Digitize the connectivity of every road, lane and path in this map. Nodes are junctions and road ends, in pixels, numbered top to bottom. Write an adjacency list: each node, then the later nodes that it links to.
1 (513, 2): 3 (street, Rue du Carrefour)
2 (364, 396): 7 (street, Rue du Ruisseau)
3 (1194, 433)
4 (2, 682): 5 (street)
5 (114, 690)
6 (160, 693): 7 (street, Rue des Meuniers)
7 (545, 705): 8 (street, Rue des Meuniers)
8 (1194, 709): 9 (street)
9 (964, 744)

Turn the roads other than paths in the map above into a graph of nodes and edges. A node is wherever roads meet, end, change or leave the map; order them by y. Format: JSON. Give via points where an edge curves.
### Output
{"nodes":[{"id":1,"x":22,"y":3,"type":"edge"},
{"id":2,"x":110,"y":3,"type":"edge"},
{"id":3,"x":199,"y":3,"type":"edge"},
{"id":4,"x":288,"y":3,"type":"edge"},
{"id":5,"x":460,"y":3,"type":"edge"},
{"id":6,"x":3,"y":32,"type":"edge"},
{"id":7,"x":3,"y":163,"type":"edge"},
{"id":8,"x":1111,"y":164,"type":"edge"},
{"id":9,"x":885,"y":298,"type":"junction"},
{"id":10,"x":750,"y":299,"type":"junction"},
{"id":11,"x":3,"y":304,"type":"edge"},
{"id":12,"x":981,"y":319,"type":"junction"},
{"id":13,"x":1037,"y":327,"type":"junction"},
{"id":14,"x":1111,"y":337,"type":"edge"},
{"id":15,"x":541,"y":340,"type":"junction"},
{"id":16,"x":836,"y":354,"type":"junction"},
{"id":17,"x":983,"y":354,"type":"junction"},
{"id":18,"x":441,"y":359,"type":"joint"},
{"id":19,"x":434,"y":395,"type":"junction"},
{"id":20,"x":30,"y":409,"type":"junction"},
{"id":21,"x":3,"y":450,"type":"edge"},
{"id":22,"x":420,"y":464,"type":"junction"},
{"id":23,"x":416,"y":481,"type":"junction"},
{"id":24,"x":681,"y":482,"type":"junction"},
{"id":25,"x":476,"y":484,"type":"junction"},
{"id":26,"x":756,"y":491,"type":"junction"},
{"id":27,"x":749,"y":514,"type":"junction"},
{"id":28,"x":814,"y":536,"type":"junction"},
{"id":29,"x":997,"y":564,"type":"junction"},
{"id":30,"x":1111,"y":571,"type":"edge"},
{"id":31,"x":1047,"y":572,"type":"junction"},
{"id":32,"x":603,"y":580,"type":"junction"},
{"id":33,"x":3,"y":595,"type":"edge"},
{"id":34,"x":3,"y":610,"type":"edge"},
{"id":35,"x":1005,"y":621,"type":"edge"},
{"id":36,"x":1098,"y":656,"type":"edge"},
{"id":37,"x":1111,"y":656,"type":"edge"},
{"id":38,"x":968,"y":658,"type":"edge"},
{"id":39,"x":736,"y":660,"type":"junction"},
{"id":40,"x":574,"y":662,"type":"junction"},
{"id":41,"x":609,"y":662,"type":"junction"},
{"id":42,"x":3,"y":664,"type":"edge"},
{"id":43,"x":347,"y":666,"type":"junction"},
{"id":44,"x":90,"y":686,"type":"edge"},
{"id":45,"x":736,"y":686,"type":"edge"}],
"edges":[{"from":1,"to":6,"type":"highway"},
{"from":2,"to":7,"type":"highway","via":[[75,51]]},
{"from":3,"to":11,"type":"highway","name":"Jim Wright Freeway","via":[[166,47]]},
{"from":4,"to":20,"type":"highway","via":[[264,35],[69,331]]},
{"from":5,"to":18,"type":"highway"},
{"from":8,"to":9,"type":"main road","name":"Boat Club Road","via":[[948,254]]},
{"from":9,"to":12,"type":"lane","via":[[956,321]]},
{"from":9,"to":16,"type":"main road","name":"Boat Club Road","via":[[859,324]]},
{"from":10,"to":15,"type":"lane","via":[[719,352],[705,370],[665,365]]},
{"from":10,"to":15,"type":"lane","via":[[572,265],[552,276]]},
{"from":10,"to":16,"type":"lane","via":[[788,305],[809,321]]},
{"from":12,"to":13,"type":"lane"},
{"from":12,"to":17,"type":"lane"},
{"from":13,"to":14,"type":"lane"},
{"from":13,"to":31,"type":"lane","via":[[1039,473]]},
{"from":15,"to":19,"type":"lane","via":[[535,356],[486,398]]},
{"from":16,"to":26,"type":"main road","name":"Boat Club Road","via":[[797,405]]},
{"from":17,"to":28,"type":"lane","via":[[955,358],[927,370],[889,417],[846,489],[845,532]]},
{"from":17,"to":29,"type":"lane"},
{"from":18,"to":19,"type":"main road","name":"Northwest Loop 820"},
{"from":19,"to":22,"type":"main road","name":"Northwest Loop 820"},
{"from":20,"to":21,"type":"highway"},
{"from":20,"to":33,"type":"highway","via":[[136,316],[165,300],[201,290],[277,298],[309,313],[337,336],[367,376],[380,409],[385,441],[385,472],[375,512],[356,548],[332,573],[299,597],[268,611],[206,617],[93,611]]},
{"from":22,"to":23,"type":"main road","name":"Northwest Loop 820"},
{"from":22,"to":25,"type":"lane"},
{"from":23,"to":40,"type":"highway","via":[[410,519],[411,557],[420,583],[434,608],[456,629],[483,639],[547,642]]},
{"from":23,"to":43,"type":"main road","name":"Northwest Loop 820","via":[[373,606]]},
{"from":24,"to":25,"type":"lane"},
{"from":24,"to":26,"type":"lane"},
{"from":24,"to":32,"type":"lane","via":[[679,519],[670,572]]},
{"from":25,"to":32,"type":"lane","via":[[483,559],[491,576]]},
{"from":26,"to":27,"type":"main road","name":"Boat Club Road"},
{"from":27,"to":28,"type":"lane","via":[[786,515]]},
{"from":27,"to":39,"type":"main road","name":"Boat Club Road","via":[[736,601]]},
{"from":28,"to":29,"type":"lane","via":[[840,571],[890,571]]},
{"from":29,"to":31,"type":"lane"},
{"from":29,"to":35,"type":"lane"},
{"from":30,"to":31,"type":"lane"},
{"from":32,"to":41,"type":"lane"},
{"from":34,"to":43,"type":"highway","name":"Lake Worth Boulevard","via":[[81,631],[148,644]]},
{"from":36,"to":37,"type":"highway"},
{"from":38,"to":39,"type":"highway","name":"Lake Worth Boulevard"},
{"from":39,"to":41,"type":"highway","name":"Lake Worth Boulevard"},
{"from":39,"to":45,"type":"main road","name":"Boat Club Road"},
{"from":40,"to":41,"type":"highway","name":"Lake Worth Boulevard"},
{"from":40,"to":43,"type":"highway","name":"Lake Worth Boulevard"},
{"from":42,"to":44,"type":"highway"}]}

= = = = = = =

Search the listing above for the word "street", and copy every line that has it.

- _Reply_
1 (513, 2): 3 (street, Rue du Carrefour)
2 (364, 396): 7 (street, Rue du Ruisseau)
4 (2, 682): 5 (street)
6 (160, 693): 7 (street, Rue des Meuniers)
7 (545, 705): 8 (street, Rue des Meuniers)
8 (1194, 709): 9 (street)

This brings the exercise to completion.